> **PROVIDED RECORDS**:
------------------------------

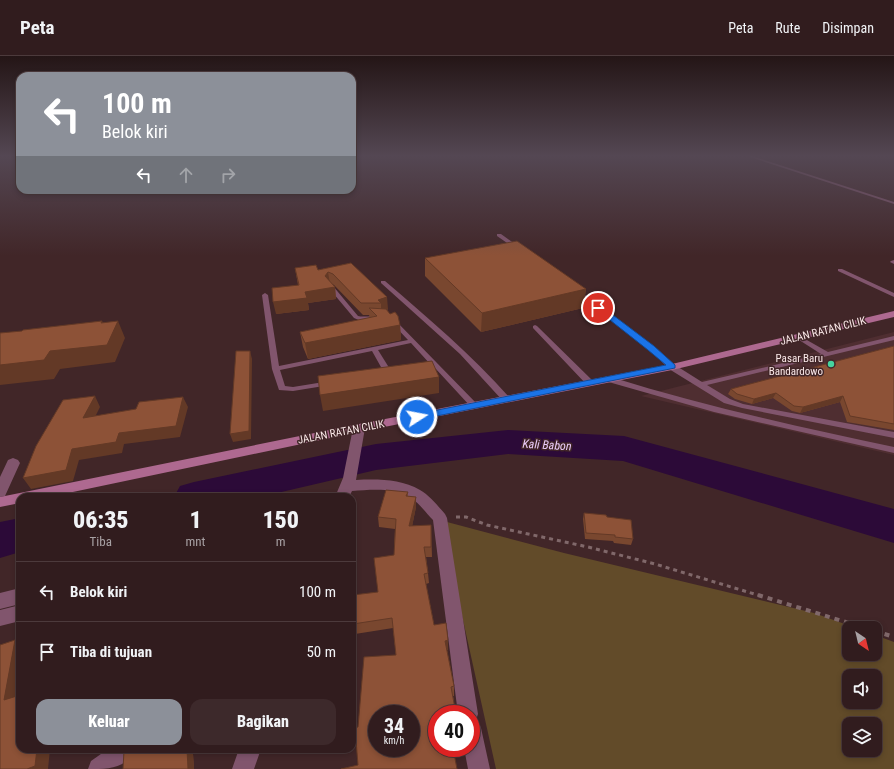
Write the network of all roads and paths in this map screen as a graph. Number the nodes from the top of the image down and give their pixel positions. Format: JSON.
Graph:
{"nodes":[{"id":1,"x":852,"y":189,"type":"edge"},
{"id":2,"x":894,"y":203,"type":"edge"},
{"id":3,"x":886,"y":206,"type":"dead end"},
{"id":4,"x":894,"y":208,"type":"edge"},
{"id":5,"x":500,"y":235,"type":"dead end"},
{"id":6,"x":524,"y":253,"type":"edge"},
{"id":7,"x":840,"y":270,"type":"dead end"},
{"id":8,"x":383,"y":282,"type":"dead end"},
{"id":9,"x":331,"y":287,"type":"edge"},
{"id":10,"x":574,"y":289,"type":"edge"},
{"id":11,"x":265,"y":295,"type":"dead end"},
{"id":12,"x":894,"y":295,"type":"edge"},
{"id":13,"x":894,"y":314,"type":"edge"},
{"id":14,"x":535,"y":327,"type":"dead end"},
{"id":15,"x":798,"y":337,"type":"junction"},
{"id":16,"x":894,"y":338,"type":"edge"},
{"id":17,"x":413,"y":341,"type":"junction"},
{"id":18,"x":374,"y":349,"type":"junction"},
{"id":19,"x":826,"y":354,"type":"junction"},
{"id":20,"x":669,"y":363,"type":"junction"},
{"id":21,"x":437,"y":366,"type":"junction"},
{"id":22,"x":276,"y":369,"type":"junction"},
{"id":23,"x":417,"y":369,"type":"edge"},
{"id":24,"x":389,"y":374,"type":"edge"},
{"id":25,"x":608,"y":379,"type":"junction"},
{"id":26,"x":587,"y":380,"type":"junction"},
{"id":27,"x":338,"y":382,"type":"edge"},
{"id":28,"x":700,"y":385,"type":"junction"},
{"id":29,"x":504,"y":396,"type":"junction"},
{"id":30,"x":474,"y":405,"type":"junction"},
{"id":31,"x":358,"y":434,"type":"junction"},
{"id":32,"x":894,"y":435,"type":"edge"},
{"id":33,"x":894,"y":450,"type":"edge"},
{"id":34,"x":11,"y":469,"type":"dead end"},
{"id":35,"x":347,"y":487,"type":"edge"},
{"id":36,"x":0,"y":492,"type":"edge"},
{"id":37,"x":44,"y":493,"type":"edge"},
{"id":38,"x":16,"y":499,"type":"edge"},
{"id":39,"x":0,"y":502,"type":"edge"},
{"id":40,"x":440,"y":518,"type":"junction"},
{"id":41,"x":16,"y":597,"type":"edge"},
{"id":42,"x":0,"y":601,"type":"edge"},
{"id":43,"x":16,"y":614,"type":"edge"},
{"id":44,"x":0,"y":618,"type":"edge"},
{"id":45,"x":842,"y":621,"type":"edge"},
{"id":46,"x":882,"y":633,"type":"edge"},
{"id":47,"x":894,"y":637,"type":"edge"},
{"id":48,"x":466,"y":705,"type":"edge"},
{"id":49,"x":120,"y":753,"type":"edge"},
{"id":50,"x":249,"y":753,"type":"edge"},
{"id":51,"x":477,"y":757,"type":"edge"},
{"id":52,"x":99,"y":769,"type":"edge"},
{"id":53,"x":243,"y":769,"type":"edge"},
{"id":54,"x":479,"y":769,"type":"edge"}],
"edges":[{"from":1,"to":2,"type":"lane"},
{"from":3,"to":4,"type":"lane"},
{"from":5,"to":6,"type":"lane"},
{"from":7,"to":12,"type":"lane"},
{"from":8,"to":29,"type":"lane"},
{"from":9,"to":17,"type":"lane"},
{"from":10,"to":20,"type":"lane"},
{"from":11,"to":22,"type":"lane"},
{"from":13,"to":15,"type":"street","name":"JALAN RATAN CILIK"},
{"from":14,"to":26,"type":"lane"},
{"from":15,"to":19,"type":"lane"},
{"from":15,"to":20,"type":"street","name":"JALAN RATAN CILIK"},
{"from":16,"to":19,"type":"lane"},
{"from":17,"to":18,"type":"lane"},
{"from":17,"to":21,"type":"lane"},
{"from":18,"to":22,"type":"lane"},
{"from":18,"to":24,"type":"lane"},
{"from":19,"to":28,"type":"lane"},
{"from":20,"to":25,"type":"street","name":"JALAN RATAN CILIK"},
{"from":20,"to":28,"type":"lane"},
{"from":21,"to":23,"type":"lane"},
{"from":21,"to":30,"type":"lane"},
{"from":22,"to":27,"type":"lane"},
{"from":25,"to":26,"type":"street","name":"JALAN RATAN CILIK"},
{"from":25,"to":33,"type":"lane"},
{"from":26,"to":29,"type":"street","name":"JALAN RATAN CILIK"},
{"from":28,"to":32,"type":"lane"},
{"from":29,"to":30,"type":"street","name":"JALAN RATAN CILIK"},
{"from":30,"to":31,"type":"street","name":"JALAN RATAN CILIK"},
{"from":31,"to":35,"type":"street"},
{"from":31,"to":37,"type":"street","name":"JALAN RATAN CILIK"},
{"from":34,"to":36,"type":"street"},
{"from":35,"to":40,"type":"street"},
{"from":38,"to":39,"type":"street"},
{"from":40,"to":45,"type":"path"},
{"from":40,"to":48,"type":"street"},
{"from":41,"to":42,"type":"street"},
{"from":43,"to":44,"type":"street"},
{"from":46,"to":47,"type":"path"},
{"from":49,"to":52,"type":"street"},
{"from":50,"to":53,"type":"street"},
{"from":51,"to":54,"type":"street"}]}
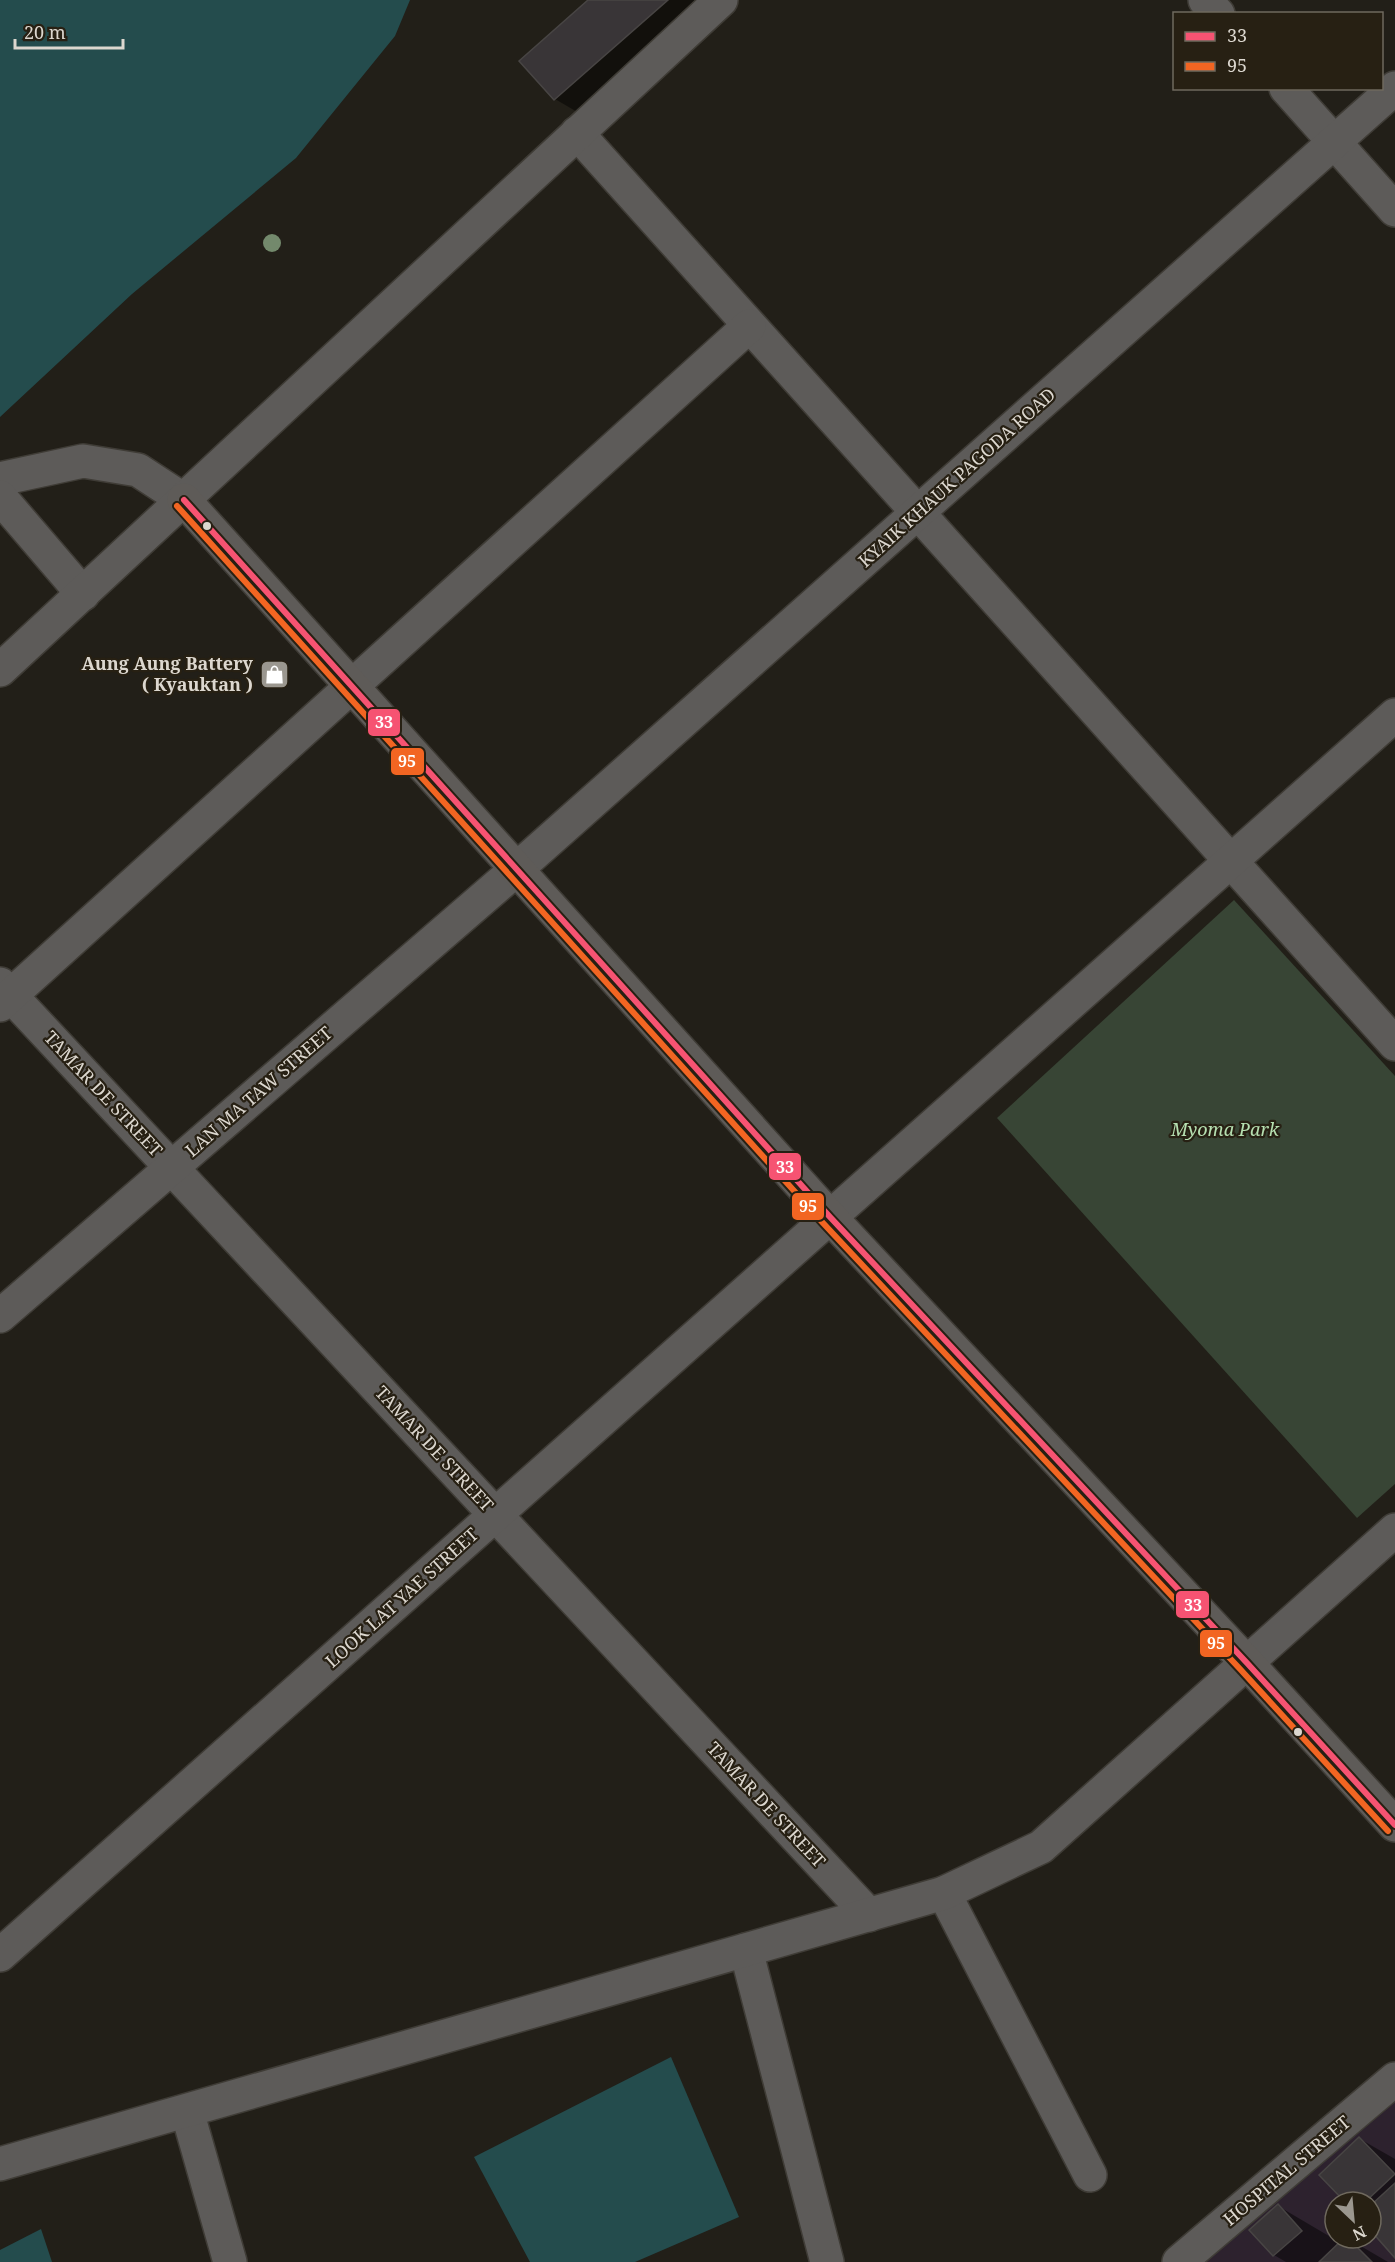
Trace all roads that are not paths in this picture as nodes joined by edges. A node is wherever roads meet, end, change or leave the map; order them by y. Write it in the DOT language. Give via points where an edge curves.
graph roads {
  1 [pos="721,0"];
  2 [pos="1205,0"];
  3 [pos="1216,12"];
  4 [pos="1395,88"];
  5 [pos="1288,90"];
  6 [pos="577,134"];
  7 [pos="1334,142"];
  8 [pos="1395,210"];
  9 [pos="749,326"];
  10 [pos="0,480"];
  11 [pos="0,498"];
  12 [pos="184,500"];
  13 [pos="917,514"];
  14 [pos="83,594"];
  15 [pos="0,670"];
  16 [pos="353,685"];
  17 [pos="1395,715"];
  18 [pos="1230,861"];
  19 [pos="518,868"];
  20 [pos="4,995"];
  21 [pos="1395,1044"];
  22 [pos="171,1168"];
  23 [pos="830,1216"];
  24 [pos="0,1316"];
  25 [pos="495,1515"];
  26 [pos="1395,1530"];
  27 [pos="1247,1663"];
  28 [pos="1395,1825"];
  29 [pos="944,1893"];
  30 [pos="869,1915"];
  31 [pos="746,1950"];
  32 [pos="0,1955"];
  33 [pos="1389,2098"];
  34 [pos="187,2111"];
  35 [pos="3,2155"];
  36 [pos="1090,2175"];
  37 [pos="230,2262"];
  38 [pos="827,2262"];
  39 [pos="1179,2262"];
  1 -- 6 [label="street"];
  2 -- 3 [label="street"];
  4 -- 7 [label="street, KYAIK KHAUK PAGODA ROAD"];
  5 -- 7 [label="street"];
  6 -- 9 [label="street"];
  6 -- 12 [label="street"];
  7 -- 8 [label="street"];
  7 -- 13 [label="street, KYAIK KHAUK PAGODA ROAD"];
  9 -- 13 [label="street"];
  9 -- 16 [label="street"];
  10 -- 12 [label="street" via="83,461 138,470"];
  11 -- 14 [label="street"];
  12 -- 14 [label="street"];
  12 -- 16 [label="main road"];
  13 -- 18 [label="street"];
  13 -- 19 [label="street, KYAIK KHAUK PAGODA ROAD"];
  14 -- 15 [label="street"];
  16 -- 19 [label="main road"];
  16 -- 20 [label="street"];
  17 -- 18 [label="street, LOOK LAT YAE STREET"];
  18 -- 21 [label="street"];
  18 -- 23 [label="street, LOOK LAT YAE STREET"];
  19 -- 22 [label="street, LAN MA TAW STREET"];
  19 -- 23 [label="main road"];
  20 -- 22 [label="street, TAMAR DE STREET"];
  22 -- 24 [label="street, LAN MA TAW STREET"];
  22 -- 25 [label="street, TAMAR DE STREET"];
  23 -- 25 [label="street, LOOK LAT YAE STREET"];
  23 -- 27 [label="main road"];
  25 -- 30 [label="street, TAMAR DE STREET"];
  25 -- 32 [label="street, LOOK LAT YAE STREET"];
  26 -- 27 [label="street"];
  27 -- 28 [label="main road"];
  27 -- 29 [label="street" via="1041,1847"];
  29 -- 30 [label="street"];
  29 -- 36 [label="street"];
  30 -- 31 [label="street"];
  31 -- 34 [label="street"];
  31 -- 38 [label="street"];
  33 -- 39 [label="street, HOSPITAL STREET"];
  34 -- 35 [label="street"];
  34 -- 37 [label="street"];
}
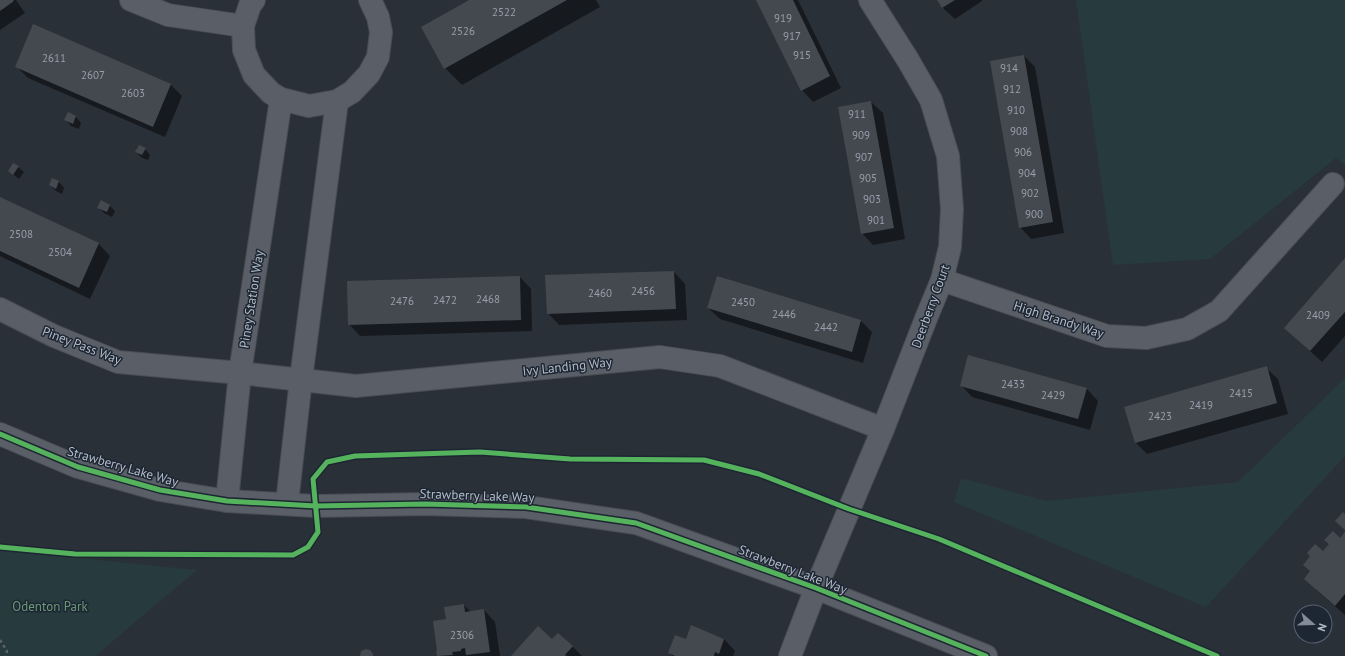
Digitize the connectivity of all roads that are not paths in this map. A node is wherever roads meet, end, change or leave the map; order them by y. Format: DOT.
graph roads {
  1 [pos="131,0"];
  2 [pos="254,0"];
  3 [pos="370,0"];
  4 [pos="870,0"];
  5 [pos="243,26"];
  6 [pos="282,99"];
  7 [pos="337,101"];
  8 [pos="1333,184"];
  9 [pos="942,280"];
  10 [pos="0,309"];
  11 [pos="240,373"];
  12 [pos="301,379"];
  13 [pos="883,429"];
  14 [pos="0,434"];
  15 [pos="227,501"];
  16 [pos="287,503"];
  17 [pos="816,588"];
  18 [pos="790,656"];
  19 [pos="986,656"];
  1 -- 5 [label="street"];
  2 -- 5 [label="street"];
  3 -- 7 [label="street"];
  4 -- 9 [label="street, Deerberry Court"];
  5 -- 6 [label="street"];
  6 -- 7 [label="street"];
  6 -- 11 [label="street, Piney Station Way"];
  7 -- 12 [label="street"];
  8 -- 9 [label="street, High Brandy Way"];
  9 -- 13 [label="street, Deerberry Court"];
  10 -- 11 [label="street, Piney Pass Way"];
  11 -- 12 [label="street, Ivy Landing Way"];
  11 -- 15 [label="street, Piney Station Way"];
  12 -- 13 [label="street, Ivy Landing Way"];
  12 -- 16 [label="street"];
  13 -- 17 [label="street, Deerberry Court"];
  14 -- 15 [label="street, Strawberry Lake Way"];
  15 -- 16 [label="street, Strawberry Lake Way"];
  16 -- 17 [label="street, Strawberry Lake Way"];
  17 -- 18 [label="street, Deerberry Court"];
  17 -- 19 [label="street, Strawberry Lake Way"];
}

------------------------------

> **EXERCISE INSTRUCTIONS**:
Show all of the lines above in which "TAMAR" is present.

> **SOLVED EXERCISE**:
  20 -- 22 [label="street, TAMAR DE STREET"];
  22 -- 25 [label="street, TAMAR DE STREET"];
  25 -- 30 [label="street, TAMAR DE STREET"];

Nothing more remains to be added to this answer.